Assignment =>
Could you repeat, exactly and with no pictures, only the lines from the start of the records through the line containing "filter:drop-shadow(0 0 1px"?

Stored dataset items:
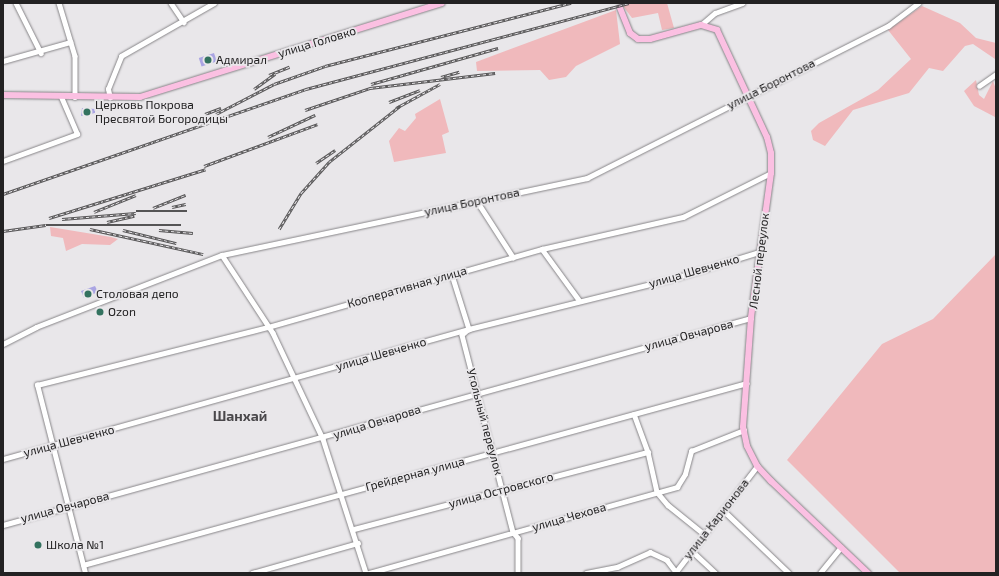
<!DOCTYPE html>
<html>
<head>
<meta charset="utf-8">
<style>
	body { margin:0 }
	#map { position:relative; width:999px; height:576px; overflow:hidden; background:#e9e7ea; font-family:"Exo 2",sans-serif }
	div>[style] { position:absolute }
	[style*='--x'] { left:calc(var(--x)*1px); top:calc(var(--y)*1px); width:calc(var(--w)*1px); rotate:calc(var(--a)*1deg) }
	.green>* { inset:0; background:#f0b9bc }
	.building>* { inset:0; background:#aaa5e3; transform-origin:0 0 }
	.roads { filter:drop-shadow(0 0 1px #878588) drop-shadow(0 0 1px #878588) }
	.minor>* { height:4.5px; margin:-2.25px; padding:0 2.25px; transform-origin:2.25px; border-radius:2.25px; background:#fff }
	.major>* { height:6px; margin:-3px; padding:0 3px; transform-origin:3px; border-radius:3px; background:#fbc0e2 }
	.rail>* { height:2.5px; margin-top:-1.25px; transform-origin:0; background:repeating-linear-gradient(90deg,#e9e7ea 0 3px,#555455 0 6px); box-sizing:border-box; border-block:1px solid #555455 }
	.dots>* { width:11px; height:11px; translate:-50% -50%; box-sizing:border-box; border:2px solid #e9e7ea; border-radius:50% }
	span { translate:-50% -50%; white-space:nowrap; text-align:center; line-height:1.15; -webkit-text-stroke:3.5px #e9e7ea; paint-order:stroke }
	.street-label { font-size:12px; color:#232223 }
	.poi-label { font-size:12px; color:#232223 }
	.left { translate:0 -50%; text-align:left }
	.quarter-label { font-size:14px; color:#4a484b; font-weight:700 }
	.frame { position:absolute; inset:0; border:4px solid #232223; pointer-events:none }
</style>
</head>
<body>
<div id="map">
	<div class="green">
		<div style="clip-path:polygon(633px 3px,667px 3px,674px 28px,662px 30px,658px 13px,632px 18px,623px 6px)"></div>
		<div style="clip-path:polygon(922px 6px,960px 23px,976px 38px,996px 43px,995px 59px,973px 44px,965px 46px,943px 71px,929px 68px,909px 93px,853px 110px,825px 146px,813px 140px,811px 131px,819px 123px,878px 90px,911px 59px,888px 30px)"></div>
		<div style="clip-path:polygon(616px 10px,620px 44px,576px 66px,566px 77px,549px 80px,540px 70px,477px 71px,476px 62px)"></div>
		<div style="clip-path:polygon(976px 80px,979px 95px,984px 99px,993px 81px,996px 89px,995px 117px,974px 106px,964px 91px)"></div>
		<div style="clip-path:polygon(440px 99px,449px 132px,442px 135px,446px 153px,394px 162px,389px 141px,399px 128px,405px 131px,416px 118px,415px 114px)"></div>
		<div style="clip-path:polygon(50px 227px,111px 237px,118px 239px,110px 245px,82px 244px,66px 251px,63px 238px,51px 236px)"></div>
		<div style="clip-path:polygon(996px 254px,996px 573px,900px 573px,787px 460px,882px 344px,933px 319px)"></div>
	</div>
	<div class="building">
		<div style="left:214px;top:53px;width:9px;height:16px;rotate:72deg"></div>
		<div style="clip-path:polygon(82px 108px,95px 109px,95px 113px,81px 116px)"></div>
		<div style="clip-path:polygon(95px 286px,98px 292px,84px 298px,81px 291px)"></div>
	</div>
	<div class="roads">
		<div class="minor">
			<div style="--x:16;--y:3;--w:56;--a:63.4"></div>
			<div style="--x:59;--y:3;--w:55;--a:73.2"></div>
			<div style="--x:75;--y:56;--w:41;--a:90"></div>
			<div style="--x:171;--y:3;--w:23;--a:56"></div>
			<div style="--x:701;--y:25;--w:18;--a:-41"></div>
			<div style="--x:715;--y:13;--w:29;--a:-20"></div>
			<div style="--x:3;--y:61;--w:70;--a:-15.8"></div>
			<div style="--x:979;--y:86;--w:21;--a:-35"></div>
			<div style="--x:110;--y:98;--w:9;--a:-103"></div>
			<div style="--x:108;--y:89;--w:35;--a:-68"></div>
			<div style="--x:121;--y:56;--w:107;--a:-29.7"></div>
			<div style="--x:3;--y:161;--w:79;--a:-20"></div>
			<div style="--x:77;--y:134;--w:40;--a:-113.4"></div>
			<div style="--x:477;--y:201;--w:67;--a:57.3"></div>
			<div style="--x:542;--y:249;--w:63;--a:54"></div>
			<div style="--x:222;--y:255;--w:93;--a:56.8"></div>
			<div style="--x:273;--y:333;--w:117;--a:64.7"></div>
			<div style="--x:323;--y:439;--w:141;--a:72.2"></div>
			<div style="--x:452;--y:275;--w:57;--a:72.5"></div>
			<div style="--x:469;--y:329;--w:9;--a:139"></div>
			<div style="--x:462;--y:335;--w:203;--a:75.5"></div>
			<div style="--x:513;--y:532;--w:8;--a:50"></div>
			<div style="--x:518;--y:538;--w:35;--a:90"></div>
			<div style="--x:3;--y:344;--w:37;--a:-27"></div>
			<div style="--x:36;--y:327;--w:199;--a:-21.2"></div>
			<div style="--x:222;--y:255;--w:373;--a:-11.9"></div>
			<div style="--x:587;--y:178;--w:337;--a:-26.8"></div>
			<div style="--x:888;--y:26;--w:38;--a:-37"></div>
			<div style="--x:634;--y:414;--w:40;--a:69.8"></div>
			<div style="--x:648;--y:452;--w:41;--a:77.3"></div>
			<div style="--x:657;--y:492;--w:17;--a:50"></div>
			<div style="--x:668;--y:505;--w:46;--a:38.9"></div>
			<div style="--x:3;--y:459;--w:484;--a:-15.6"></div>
			<div style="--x:469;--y:329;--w:212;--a:-13.9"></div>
			<div style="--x:675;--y:278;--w:88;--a:-17.2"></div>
			<div style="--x:723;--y:510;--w:91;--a:43.7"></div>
			<div style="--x:3;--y:525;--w:776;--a:-15.47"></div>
			<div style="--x:354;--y:529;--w:304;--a:-14.7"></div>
			<div style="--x:692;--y:551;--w:33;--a:43"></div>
			<div style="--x:83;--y:565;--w:688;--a:-15.33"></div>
			<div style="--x:85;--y:573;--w:194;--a:-104.3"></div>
			<div style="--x:37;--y:385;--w:238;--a:-14.1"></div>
			<div style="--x:268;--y:327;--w:285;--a:-15.9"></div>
			<div style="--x:542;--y:249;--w:145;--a:-12.8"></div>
			<div style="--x:683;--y:217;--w:98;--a:-26.6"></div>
			<div style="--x:252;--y:573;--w:110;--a:-15.8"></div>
			<div style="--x:369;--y:573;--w:320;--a:-15.6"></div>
			<div style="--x:677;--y:487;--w:15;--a:-58"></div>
			<div style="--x:685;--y:474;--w:24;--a:-75"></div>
			<div style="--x:691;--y:451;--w:57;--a:-21.6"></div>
			<div style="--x:586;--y:573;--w:32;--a:-11"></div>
			<div style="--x:617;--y:567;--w:36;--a:-24"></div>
			<div style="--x:650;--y:552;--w:19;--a:25"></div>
			<div style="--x:667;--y:560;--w:15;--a:53"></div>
			<div style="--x:675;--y:573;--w:135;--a:-52.5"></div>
			<div style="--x:820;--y:573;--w:33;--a:-51"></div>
		</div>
		<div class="major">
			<div style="--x:620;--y:8;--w:27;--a:68"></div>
			<div style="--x:630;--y:33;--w:10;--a:37"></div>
			<div style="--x:638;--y:39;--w:12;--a:0"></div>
			<div style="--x:650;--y:39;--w:53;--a:-15.4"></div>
			<div style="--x:701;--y:25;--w:17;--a:17"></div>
			<div style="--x:717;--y:30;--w:118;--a:65"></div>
			<div style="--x:767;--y:137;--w:16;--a:76"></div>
			<div style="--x:771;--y:153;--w:20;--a:90"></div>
			<div style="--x:771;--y:173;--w:146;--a:97.9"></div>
			<div style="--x:751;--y:318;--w:109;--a:94.2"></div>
			<div style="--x:743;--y:427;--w:19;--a:78"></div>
			<div style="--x:747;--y:446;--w:22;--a:63"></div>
			<div style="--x:757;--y:466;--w:21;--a:47"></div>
			<div style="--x:771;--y:481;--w:134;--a:43.5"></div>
			<div style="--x:3;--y:95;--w:137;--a:0.8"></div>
			<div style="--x:140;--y:97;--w:316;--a:-17.3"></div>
		</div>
	</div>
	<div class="rail">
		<div style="--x:269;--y:75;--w:22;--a:-22"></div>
		<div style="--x:441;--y:77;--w:19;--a:-16"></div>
		<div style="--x:371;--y:84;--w:132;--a:-15.8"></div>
		<div style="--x:254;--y:89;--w:26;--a:-36"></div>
		<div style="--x:389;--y:102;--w:33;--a:-21"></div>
		<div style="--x:396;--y:108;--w:50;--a:-28.6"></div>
		<div style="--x:305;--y:110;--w:69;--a:-18.7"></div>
		<div style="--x:370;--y:88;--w:126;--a:-6.8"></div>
		<div style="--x:205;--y:114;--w:17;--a:-21"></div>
		<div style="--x:216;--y:114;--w:65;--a:-27.3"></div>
		<div style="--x:274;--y:84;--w:54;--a:-19.4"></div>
		<div style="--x:325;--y:66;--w:254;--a:-14.4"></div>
		<div style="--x:268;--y:137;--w:52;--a:-25.1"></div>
		<div style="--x:316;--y:163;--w:23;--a:-34"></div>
		<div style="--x:204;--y:166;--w:121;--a:-20.2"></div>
		<div style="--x:3;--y:194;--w:321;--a:-19.1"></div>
		<div style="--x:306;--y:89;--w:334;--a:-14.9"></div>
		<div style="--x:172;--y:207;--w:14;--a:-12"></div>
		<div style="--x:153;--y:208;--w:35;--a:-22"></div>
		<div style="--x:136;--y:211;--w:51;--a:0"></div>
		<div style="--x:94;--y:212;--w:45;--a:-22"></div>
		<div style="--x:49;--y:218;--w:164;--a:-17.3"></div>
		<div style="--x:62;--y:219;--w:74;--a:-4.6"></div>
		<div style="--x:107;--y:222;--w:28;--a:-13"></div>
		<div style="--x:90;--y:229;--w:116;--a:12.5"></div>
		<div style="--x:279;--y:229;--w:42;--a:-58.6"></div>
		<div style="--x:301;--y:193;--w:42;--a:-47.9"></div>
		<div style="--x:329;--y:162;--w:90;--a:-38.3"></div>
		<div style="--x:123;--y:230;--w:55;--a:13.8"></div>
		<div style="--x:159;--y:230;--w:34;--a:5"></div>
		<div style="--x:3;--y:231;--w:43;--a:-7.9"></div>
		<div style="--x:46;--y:225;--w:135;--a:0"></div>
	</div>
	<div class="dots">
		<div style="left:208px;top:60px;background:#33725f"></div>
		<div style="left:87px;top:112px;background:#33725f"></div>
		<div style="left:88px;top:294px;background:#33725f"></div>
		<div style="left:100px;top:312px;background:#33725f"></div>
		<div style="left:38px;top:545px;background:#33725f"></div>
	</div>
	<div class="street-label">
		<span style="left:317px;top:42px;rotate:-17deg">улица Головко</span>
		<span style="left:771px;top:84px;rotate:-27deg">улица Боронтова</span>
		<span style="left:472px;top:202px;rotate:-12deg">улица Боронтова</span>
		<span style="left:759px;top:261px;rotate:-83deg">Лесной переулок</span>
		<span style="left:694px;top:271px;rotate:-16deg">улица Шевченко</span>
		<span style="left:407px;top:287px;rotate:-16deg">Кооперативная улица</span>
		<span style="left:689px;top:335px;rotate:-15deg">улица Овчарова</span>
		<span style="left:381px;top:354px;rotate:-16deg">улица Шевченко</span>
		<span style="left:377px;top:422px;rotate:-17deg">улица Овчарова</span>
		<span style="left:485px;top:422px;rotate:75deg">Угольный переулок</span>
		<span style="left:69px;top:441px;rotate:-15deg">улица Шевченко</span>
		<span style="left:415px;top:474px;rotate:-15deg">Грейдерная улица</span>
		<span style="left:501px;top:490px;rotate:-15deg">улица Островского</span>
		<span style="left:65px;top:507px;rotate:-15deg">улица Овчарова</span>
		<span style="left:569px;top:517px;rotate:-16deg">улица Чехова</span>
		<span style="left:716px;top:519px;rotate:-52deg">улица Карионова</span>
	</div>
	<div class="poi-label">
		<span class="left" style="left:216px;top:60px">Адмирал</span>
		<span class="left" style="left:95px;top:112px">Церковь Покрова<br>Пресвятой Богородицы</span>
		<span class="left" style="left:96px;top:294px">Столовая депо</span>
		<span class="left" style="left:108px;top:312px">Ozon</span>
		<span class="left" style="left:46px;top:545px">Школа №1</span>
	</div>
	<div class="quarter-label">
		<span style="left:240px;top:416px">Шанхай</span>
	</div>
	<div class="frame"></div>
</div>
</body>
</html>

Task output =>
<!DOCTYPE html>
<html>
<head>
<meta charset="utf-8">
<style>
	body { margin:0 }
	#map { position:relative; width:999px; height:576px; overflow:hidden; background:#e9e7ea; font-family:"Exo 2",sans-serif }
	div>[style] { position:absolute }
	[style*='--x'] { left:calc(var(--x)*1px); top:calc(var(--y)*1px); width:calc(var(--w)*1px); rotate:calc(var(--a)*1deg) }
	.green>* { inset:0; background:#f0b9bc }
	.building>* { inset:0; background:#aaa5e3; transform-origin:0 0 }
	.roads { filter:drop-shadow(0 0 1px #878588) drop-shadow(0 0 1px #878588) }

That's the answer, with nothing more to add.